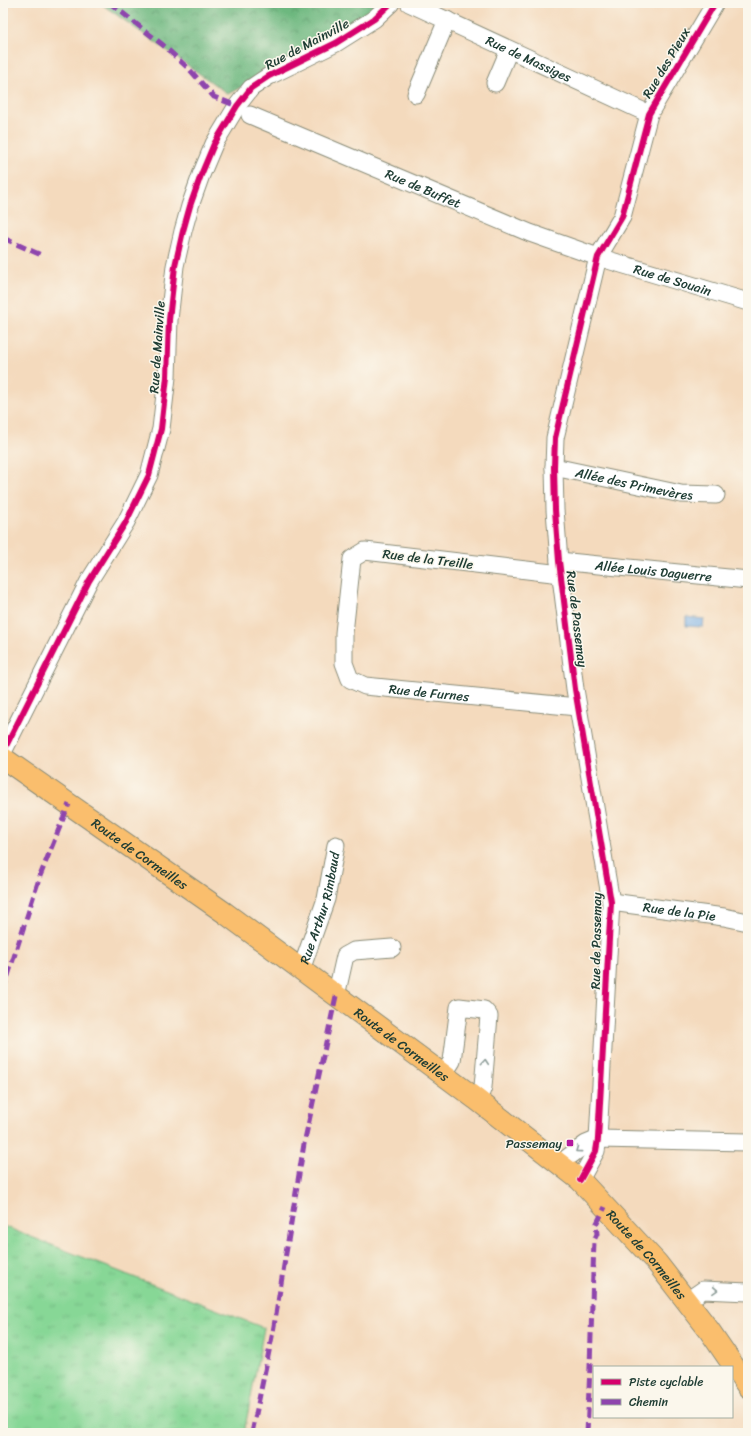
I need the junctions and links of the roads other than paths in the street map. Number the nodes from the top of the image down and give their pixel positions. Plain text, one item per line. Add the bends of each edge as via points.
1 (391, 3) edge
2 (409, 3) edge
3 (715, 3) edge
4 (447, 20) junction
5 (509, 50) junction
6 (495, 83) dead end
7 (416, 94) dead end
8 (649, 114) junction
9 (250, 115) dead end
10 (598, 257) junction
11 (748, 302) edge
12 (554, 467) junction
13 (716, 495) dead end
14 (560, 567) junction
15 (748, 580) edge
16 (347, 613) joint
17 (577, 707) junction
18 (3, 752) edge
19 (3, 758) edge
20 (336, 845) dead end
21 (611, 902) junction
22 (748, 922) edge
23 (392, 948) dead end
24 (301, 970) junction
25 (336, 996) junction
26 (443, 1075) junction
27 (476, 1099) junction
28 (598, 1139) junction
29 (748, 1142) edge
30 (560, 1164) junction
31 (580, 1180) junction
32 (748, 1292) edge
33 (687, 1301) junction
34 (748, 1387) edge

1 - 18 street, Rue de Mainville via 374,19 336,43 269,76 251,88 214,144 200,175 182,231 175,266 169,312 167,377 161,429 149,475 126,522 89,581
2 - 4 street, Rue de Massiges
3 - 8 street, Rue des Pieux
4 - 5 street, Rue de Massiges
4 - 7 street
5 - 6 street
5 - 8 street, Rue de Massiges
8 - 10 street, Rue de Passemay via 622,217
9 - 10 street, Rue de Buffet via 530,233
10 - 11 street, Rue de Souain
10 - 12 street, Rue de Passemay via 558,423
12 - 13 street, Allée des Primevères via 681,494
12 - 14 street, Rue de Passemay
14 - 15 street, Allée Louis Daguerre
14 - 16 street, Rue de la Treille via 365,551 352,559
14 - 17 street, Rue de Passemay
16 - 17 street, Rue de Furnes via 344,663 350,679 365,686
17 - 21 street, Rue de Passemay
19 - 24 main road, Route de Cormeilles via 225,913
20 - 24 street, Rue Arthur Rimbaud via 326,899
21 - 22 street, Rue de la Pie
21 - 28 street, Rue de Passemay
23 - 25 street via 354,951 344,956
24 - 25 main road, Route de Cormeilles
25 - 26 main road, Route de Cormeilles
26 - 27 main road, Route de Cormeilles
27 -> 26 street via 483,1087 489,1016 484,1010 459,1007 452,1061
27 - 30 main road, Route de Cormeilles
28 - 29 street
28 -> 30 street via 586,1144
28 - 31 street, Rue de Passemay via 596,1151
30 - 31 main road, Route de Cormeilles
31 - 33 main road, Route de Cormeilles via 657,1263
33 -> 32 street via 703,1290
33 - 34 main road, Route de Cormeilles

⁂

● **WHAT TO PRODUCE**: Your answer must be the records above, word for word, with every picture left out.

● **EXPECTED ANSWER**:
I need the junctions and links of the roads other than paths in the street map. Number the nodes from the top of the image down and give their pixel positions. Plain text, one item per line. Add the bends of each edge as via points.
1 (391, 3) edge
2 (409, 3) edge
3 (715, 3) edge
4 (447, 20) junction
5 (509, 50) junction
6 (495, 83) dead end
7 (416, 94) dead end
8 (649, 114) junction
9 (250, 115) dead end
10 (598, 257) junction
11 (748, 302) edge
12 (554, 467) junction
13 (716, 495) dead end
14 (560, 567) junction
15 (748, 580) edge
16 (347, 613) joint
17 (577, 707) junction
18 (3, 752) edge
19 (3, 758) edge
20 (336, 845) dead end
21 (611, 902) junction
22 (748, 922) edge
23 (392, 948) dead end
24 (301, 970) junction
25 (336, 996) junction
26 (443, 1075) junction
27 (476, 1099) junction
28 (598, 1139) junction
29 (748, 1142) edge
30 (560, 1164) junction
31 (580, 1180) junction
32 (748, 1292) edge
33 (687, 1301) junction
34 (748, 1387) edge

1 - 18 street, Rue de Mainville via 374,19 336,43 269,76 251,88 214,144 200,175 182,231 175,266 169,312 167,377 161,429 149,475 126,522 89,581
2 - 4 street, Rue de Massiges
3 - 8 street, Rue des Pieux
4 - 5 street, Rue de Massiges
4 - 7 street
5 - 6 street
5 - 8 street, Rue de Massiges
8 - 10 street, Rue de Passemay via 622,217
9 - 10 street, Rue de Buffet via 530,233
10 - 11 street, Rue de Souain
10 - 12 street, Rue de Passemay via 558,423
12 - 13 street, Allée des Primevères via 681,494
12 - 14 street, Rue de Passemay
14 - 15 street, Allée Louis Daguerre
14 - 16 street, Rue de la Treille via 365,551 352,559
14 - 17 street, Rue de Passemay
16 - 17 street, Rue de Furnes via 344,663 350,679 365,686
17 - 21 street, Rue de Passemay
19 - 24 main road, Route de Cormeilles via 225,913
20 - 24 street, Rue Arthur Rimbaud via 326,899
21 - 22 street, Rue de la Pie
21 - 28 street, Rue de Passemay
23 - 25 street via 354,951 344,956
24 - 25 main road, Route de Cormeilles
25 - 26 main road, Route de Cormeilles
26 - 27 main road, Route de Cormeilles
27 -> 26 street via 483,1087 489,1016 484,1010 459,1007 452,1061
27 - 30 main road, Route de Cormeilles
28 - 29 street
28 -> 30 street via 586,1144
28 - 31 street, Rue de Passemay via 596,1151
30 - 31 main road, Route de Cormeilles
31 - 33 main road, Route de Cormeilles via 657,1263
33 -> 32 street via 703,1290
33 - 34 main road, Route de Cormeilles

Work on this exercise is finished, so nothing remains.